3 of the plugs is for the front USB panel, and the other 1 is for the 4-1 Front Panel Memory Card reader.  







It basically Plugs into the (SIX) Arrow. P4 HT Board.




#4 = Front panel
#5 = I-LINK
#6 = USB (4 plugs in 1)

Here is the board I'm thinking of getting. Quad Core Board




#4 Front Panel (The sony plug may or may not fit) 
Missing #5, #6


----------



## vbx (Apr 25, 2009)

What kind of plug is this?  Is there any (that plug to usb) cable I can get?


----------



## h3llb3nd4 (Apr 25, 2009)

is it  usb prot plug?
if it is, just cut it in half.


----------



## mlee49 (Apr 25, 2009)

Yeah you can cut it in half and it'll work. Just match up the pins and you'll be golden.


----------



## BrooksyX (Apr 25, 2009)

It shouldn't be problem. What you will need to do is cut it in half and if that doesn't work just get a small flat head screw driver, lift up the black tabs and pull out each pin. Then you will have to manually plug in each to pin to the new motherboars USB headers. Shouldn't be that hard.

The wires should correspod to the following:
Red: 5v
Black: Ground
Green: + Data
White: - Data


----------



## Niarod (Apr 25, 2009)

Here are some shots of the usb pin layout....
also check your case and motherboard for their usb pin assignments


----------



## vbx (Apr 26, 2009)

Where can I get some spare plugs so I can soldier the wires to that plug and make it less ghetto? 

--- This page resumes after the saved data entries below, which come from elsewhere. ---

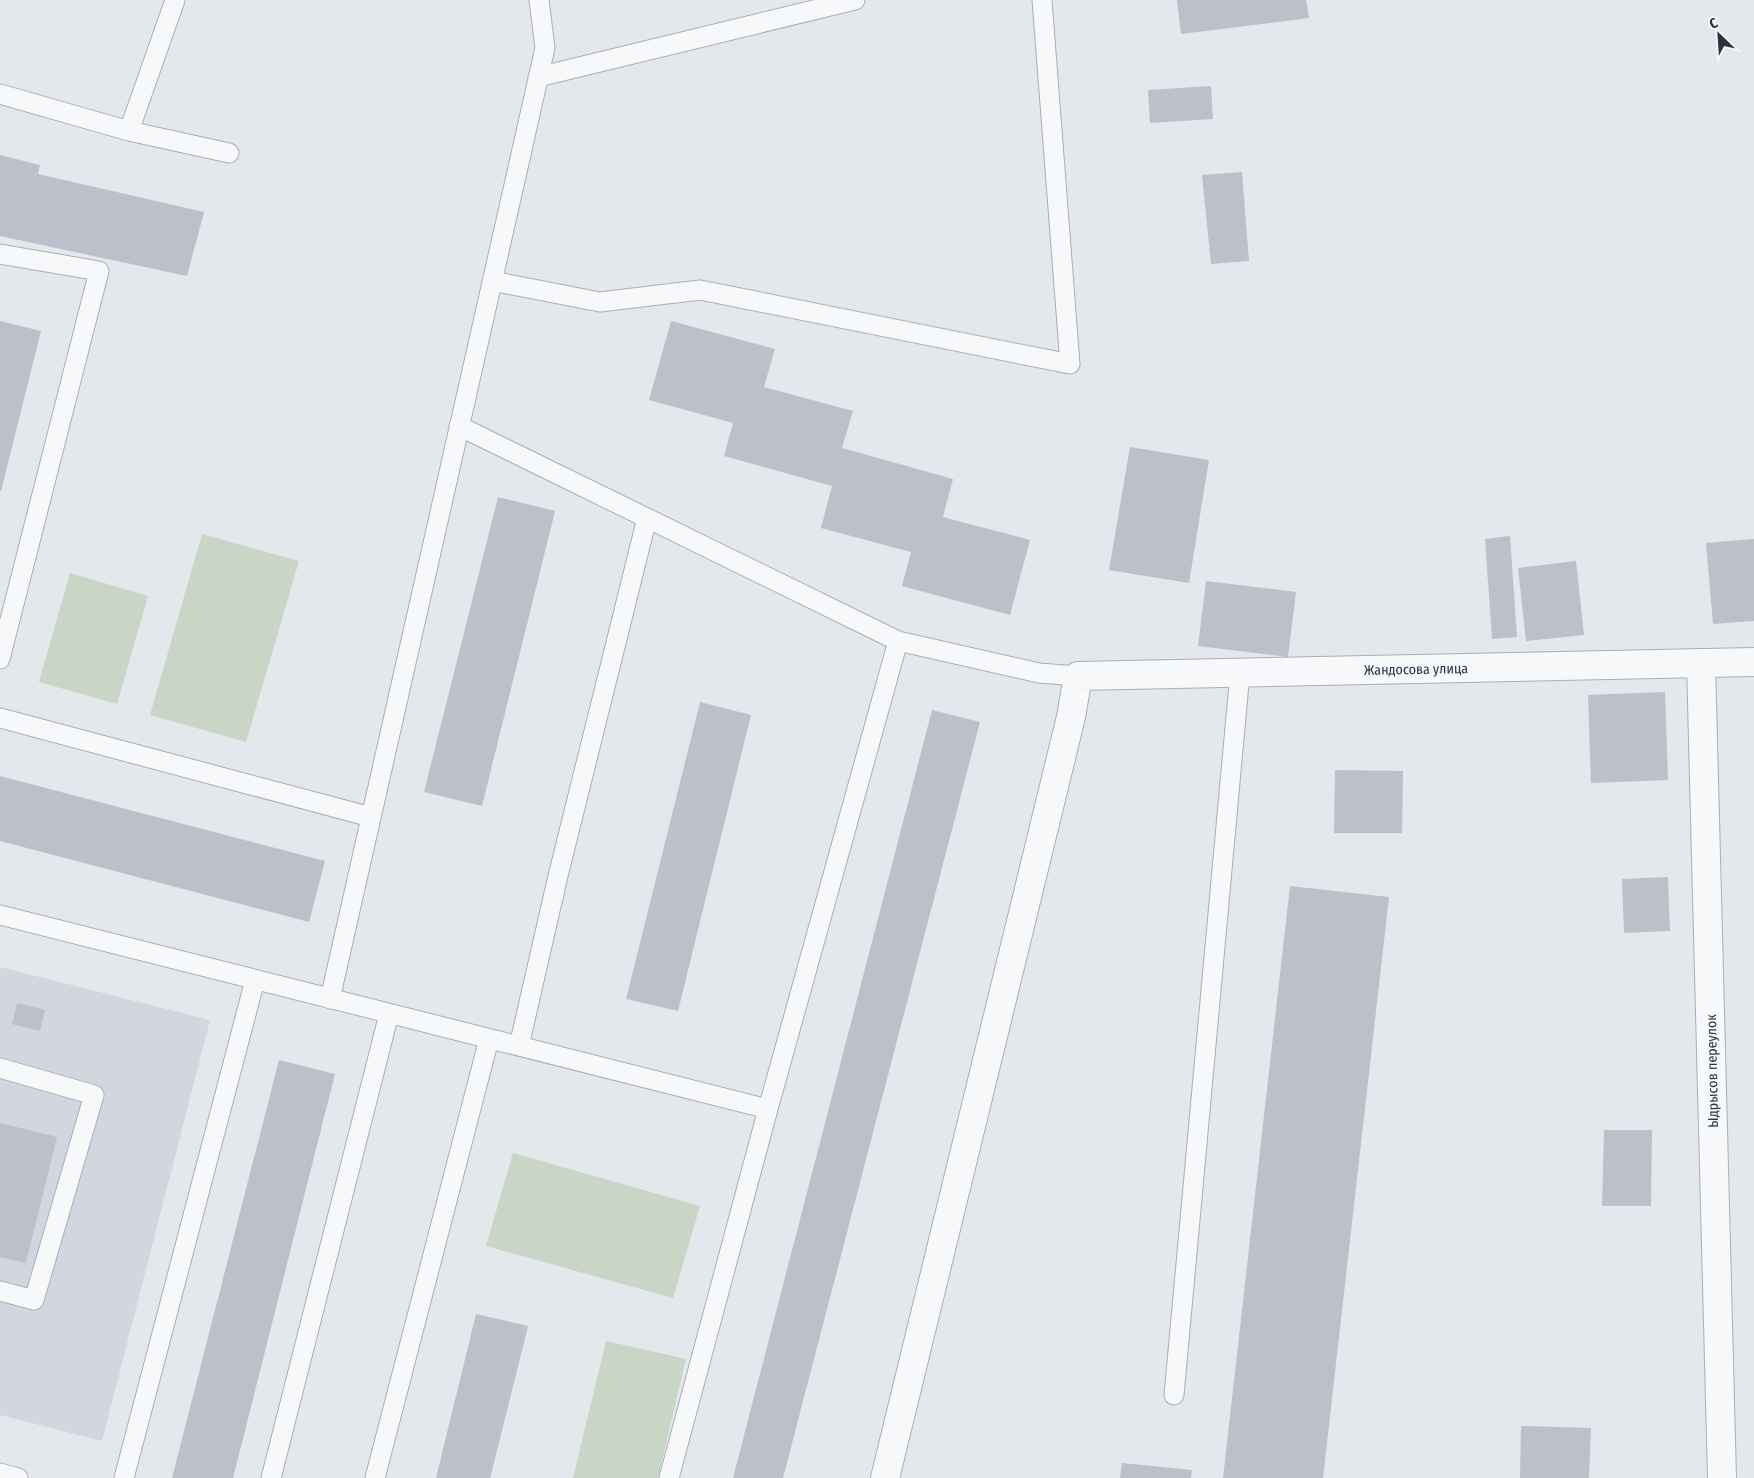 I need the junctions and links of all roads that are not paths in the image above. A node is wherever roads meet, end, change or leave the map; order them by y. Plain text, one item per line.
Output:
1 (175, 0) edge
2 (539, 0) edge
3 (855, 0) edge
4 (1042, 0) edge
5 (538, 78) junction
6 (0, 94) edge
7 (129, 131) junction
8 (229, 153) dead end
9 (0, 254) edge
10 (492, 280) junction
11 (459, 426) junction
12 (647, 518) junction
13 (898, 641) junction
14 (0, 660) edge
15 (1754, 662) edge
16 (1701, 664) junction
17 (1240, 673) junction
18 (1078, 676) junction
19 (0, 718) edge
20 (371, 816) junction
21 (0, 916) edge
22 (256, 980) junction
23 (330, 999) junction
24 (389, 1014) junction
25 (489, 1039) junction
26 (519, 1046) junction
27 (0, 1068) edge
28 (768, 1109) junction
29 (0, 1291) edge
30 (1174, 1394) dead end
31 (0, 1473) edge
32 (18, 1478) edge
33 (124, 1478) edge
34 (271, 1478) edge
35 (375, 1478) edge
36 (669, 1478) edge
37 (885, 1478) edge
38 (1722, 1478) edge

1 - 7 lane
2 - 5 lane
3 - 5 lane
4 - 10 lane
5 - 10 lane
6 - 7 lane
7 - 8 lane
9 - 14 lane
10 - 11 lane
11 - 12 lane
11 - 20 lane
12 - 13 lane
12 - 26 lane
13 - 18 lane
13 - 28 lane
15 - 16 street, Жандосова улица
16 - 17 street, Жандосова улица
16 - 38 street, Ыдрысов переулок
17 - 18 street, Жандосова улица
17 - 30 lane
18 - 37 street
19 - 20 lane
20 - 23 lane
21 - 22 lane
22 - 23 lane
22 - 33 lane
23 - 24 lane
24 - 25 lane
24 - 34 lane
25 - 26 lane
25 - 35 lane
26 - 28 lane
27 - 29 lane
28 - 36 lane
31 - 32 lane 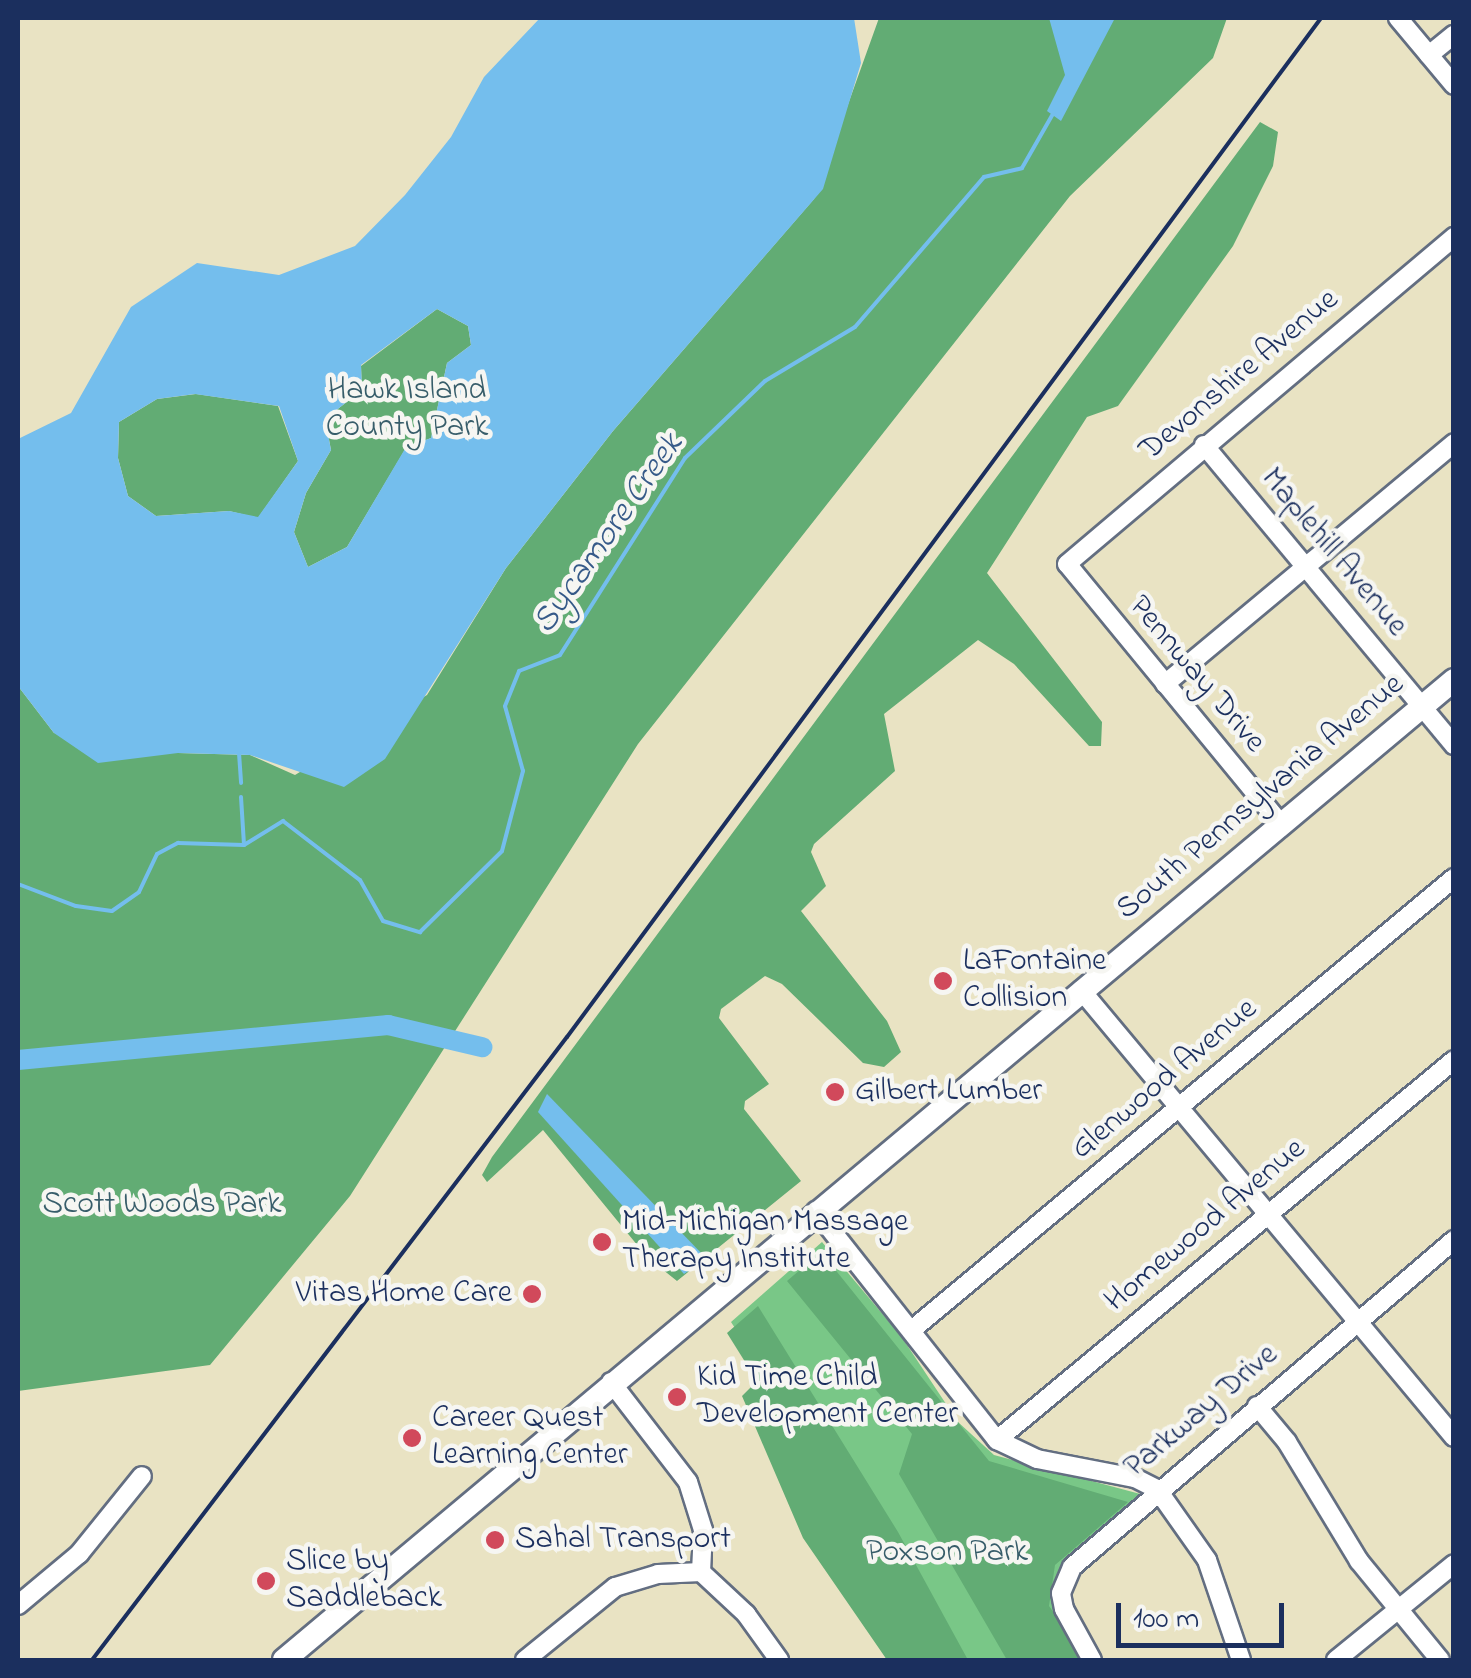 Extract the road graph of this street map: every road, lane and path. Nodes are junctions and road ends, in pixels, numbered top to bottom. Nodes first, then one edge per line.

I don't know what it's called but its a 9pin USB port plug?


----------



## BrooksyX (Apr 26, 2009)

vbx said:


> Where can I get some spare plugs so I can soldier the wires to that plug and make it less ghetto?
> 
> I don't know what it's called but its a 9pin USB port plug?



You don't even need a black plug. You can just plug in each pin individually.


----------



## vbx (Apr 26, 2009)

BrooksyX said:


> You don't even need a black plug. You can just plug in each pin individually.



I know, but I would need to extend the wires anyways since the new board has the USB ports further away.


----------



## BrooksyX (Apr 26, 2009)

You could always just cut and splice the wires back to make them longer. Its what I would do. Just cut up a usb cord you don't need and you can even keep the colors the same.


----------



## vbx (Apr 26, 2009)

Thats right, I can do it that way.  I do have a extra USB cable. Thanks.


----------